Assigned task ::
Transcribe the data. Leave out nothing.

Supplied data START

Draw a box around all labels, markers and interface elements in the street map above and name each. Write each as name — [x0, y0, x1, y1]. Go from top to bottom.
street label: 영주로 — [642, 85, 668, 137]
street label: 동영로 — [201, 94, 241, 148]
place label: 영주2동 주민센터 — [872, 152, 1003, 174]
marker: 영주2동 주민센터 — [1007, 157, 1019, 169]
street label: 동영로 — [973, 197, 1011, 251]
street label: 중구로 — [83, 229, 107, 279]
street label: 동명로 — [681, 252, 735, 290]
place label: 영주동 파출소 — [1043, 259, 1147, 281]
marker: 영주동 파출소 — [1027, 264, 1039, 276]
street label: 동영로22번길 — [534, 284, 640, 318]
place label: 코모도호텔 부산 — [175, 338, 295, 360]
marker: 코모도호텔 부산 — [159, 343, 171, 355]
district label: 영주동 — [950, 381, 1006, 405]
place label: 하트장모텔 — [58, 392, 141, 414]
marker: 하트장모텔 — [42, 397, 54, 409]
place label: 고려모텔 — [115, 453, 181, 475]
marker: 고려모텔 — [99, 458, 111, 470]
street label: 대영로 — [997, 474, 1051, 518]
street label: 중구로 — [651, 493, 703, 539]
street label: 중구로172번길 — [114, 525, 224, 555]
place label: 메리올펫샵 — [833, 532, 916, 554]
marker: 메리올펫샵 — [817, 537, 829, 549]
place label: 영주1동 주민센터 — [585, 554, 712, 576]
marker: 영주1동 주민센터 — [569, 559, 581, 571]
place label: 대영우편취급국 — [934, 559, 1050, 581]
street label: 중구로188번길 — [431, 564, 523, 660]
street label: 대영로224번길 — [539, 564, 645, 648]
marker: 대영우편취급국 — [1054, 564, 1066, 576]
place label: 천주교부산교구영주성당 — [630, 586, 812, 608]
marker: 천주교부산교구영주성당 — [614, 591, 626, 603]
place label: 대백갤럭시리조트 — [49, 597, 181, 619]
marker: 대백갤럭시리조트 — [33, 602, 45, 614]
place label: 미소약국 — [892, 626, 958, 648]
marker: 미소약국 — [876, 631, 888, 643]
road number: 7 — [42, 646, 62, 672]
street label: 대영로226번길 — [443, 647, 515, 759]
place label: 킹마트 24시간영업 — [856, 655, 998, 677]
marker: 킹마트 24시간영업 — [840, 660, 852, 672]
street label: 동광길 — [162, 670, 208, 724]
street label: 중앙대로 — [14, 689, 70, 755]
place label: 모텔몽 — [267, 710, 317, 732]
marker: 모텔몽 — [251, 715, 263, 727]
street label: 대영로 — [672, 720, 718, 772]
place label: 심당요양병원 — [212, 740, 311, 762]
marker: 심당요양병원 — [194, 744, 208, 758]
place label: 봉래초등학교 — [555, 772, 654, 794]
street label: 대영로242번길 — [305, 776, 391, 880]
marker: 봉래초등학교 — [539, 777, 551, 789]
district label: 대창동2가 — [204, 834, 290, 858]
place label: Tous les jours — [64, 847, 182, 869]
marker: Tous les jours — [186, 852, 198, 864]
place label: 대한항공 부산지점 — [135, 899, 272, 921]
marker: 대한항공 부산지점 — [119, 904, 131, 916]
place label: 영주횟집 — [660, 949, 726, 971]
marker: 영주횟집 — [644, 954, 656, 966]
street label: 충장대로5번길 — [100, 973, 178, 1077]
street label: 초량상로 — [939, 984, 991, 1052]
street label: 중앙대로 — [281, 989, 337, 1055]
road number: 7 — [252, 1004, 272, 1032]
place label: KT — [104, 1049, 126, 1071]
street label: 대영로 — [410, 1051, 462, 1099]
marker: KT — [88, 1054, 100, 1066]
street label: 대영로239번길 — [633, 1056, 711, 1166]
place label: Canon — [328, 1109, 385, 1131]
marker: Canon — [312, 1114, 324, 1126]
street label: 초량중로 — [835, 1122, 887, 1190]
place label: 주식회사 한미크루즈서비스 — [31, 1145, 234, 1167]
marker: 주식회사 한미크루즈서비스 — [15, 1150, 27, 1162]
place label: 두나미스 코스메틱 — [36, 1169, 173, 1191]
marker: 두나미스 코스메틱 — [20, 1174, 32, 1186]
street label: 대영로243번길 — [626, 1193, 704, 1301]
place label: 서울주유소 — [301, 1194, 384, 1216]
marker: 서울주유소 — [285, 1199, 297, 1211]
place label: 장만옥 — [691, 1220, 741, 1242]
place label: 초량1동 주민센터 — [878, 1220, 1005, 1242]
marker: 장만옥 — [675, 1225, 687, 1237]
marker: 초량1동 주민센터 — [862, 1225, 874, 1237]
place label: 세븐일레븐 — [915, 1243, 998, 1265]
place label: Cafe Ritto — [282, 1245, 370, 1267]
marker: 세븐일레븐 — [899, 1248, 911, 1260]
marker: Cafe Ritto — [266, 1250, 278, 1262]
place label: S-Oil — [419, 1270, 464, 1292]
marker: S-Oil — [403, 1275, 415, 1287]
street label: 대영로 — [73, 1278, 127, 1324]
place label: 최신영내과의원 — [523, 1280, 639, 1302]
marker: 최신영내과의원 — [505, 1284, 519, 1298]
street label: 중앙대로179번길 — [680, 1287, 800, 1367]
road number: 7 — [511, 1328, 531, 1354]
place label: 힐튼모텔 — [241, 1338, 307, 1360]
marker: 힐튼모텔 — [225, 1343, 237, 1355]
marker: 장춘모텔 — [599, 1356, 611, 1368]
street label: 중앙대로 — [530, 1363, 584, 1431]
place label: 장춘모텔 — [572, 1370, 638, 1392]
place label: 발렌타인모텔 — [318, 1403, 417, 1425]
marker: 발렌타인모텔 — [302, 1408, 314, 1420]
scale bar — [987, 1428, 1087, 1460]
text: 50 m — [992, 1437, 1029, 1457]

Supplied data END

Response ::
Draw a box around all labels, markers and interface elements in the street map above and name each. Write each as name — [x0, y0, x1, y1]. Go from top to bottom.
street label: 영주로 — [642, 85, 668, 137]
street label: 동영로 — [201, 94, 241, 148]
place label: 영주2동 주민센터 — [872, 152, 1003, 174]
marker: 영주2동 주민센터 — [1007, 157, 1019, 169]
street label: 동영로 — [973, 197, 1011, 251]
street label: 중구로 — [83, 229, 107, 279]
street label: 동명로 — [681, 252, 735, 290]
place label: 영주동 파출소 — [1043, 259, 1147, 281]
marker: 영주동 파출소 — [1027, 264, 1039, 276]
street label: 동영로22번길 — [534, 284, 640, 318]
place label: 코모도호텔 부산 — [175, 338, 295, 360]
marker: 코모도호텔 부산 — [159, 343, 171, 355]
district label: 영주동 — [950, 381, 1006, 405]
place label: 하트장모텔 — [58, 392, 141, 414]
marker: 하트장모텔 — [42, 397, 54, 409]
place label: 고려모텔 — [115, 453, 181, 475]
marker: 고려모텔 — [99, 458, 111, 470]
street label: 대영로 — [997, 474, 1051, 518]
street label: 중구로 — [651, 493, 703, 539]
street label: 중구로172번길 — [114, 525, 224, 555]
place label: 메리올펫샵 — [833, 532, 916, 554]
marker: 메리올펫샵 — [817, 537, 829, 549]
place label: 영주1동 주민센터 — [585, 554, 712, 576]
marker: 영주1동 주민센터 — [569, 559, 581, 571]
place label: 대영우편취급국 — [934, 559, 1050, 581]
street label: 중구로188번길 — [431, 564, 523, 660]
street label: 대영로224번길 — [539, 564, 645, 648]
marker: 대영우편취급국 — [1054, 564, 1066, 576]
place label: 천주교부산교구영주성당 — [630, 586, 812, 608]
marker: 천주교부산교구영주성당 — [614, 591, 626, 603]
place label: 대백갤럭시리조트 — [49, 597, 181, 619]
marker: 대백갤럭시리조트 — [33, 602, 45, 614]
place label: 미소약국 — [892, 626, 958, 648]
marker: 미소약국 — [876, 631, 888, 643]
road number: 7 — [42, 646, 62, 672]
street label: 대영로226번길 — [443, 647, 515, 759]
place label: 킹마트 24시간영업 — [856, 655, 998, 677]
marker: 킹마트 24시간영업 — [840, 660, 852, 672]
street label: 동광길 — [162, 670, 208, 724]
street label: 중앙대로 — [14, 689, 70, 755]
place label: 모텔몽 — [267, 710, 317, 732]
marker: 모텔몽 — [251, 715, 263, 727]
street label: 대영로 — [672, 720, 718, 772]
place label: 심당요양병원 — [212, 740, 311, 762]
marker: 심당요양병원 — [194, 744, 208, 758]
place label: 봉래초등학교 — [555, 772, 654, 794]
street label: 대영로242번길 — [305, 776, 391, 880]
marker: 봉래초등학교 — [539, 777, 551, 789]
district label: 대창동2가 — [204, 834, 290, 858]
place label: Tous les jours — [64, 847, 182, 869]
marker: Tous les jours — [186, 852, 198, 864]
place label: 대한항공 부산지점 — [135, 899, 272, 921]
marker: 대한항공 부산지점 — [119, 904, 131, 916]
place label: 영주횟집 — [660, 949, 726, 971]
marker: 영주횟집 — [644, 954, 656, 966]
street label: 충장대로5번길 — [100, 973, 178, 1077]
street label: 초량상로 — [939, 984, 991, 1052]
street label: 중앙대로 — [281, 989, 337, 1055]
road number: 7 — [252, 1004, 272, 1032]
place label: KT — [104, 1049, 126, 1071]
street label: 대영로 — [410, 1051, 462, 1099]
marker: KT — [88, 1054, 100, 1066]
street label: 대영로239번길 — [633, 1056, 711, 1166]
place label: Canon — [328, 1109, 385, 1131]
marker: Canon — [312, 1114, 324, 1126]
street label: 초량중로 — [835, 1122, 887, 1190]
place label: 주식회사 한미크루즈서비스 — [31, 1145, 234, 1167]
marker: 주식회사 한미크루즈서비스 — [15, 1150, 27, 1162]
place label: 두나미스 코스메틱 — [36, 1169, 173, 1191]
marker: 두나미스 코스메틱 — [20, 1174, 32, 1186]
street label: 대영로243번길 — [626, 1193, 704, 1301]
place label: 서울주유소 — [301, 1194, 384, 1216]
marker: 서울주유소 — [285, 1199, 297, 1211]
place label: 장만옥 — [691, 1220, 741, 1242]
place label: 초량1동 주민센터 — [878, 1220, 1005, 1242]
marker: 장만옥 — [675, 1225, 687, 1237]
marker: 초량1동 주민센터 — [862, 1225, 874, 1237]
place label: 세븐일레븐 — [915, 1243, 998, 1265]
place label: Cafe Ritto — [282, 1245, 370, 1267]
marker: 세븐일레븐 — [899, 1248, 911, 1260]
marker: Cafe Ritto — [266, 1250, 278, 1262]
place label: S-Oil — [419, 1270, 464, 1292]
marker: S-Oil — [403, 1275, 415, 1287]
street label: 대영로 — [73, 1278, 127, 1324]
place label: 최신영내과의원 — [523, 1280, 639, 1302]
marker: 최신영내과의원 — [505, 1284, 519, 1298]
street label: 중앙대로179번길 — [680, 1287, 800, 1367]
road number: 7 — [511, 1328, 531, 1354]
place label: 힐튼모텔 — [241, 1338, 307, 1360]
marker: 힐튼모텔 — [225, 1343, 237, 1355]
marker: 장춘모텔 — [599, 1356, 611, 1368]
street label: 중앙대로 — [530, 1363, 584, 1431]
place label: 장춘모텔 — [572, 1370, 638, 1392]
place label: 발렌타인모텔 — [318, 1403, 417, 1425]
marker: 발렌타인모텔 — [302, 1408, 314, 1420]
scale bar — [987, 1428, 1087, 1460]
text: 50 m — [992, 1437, 1029, 1457]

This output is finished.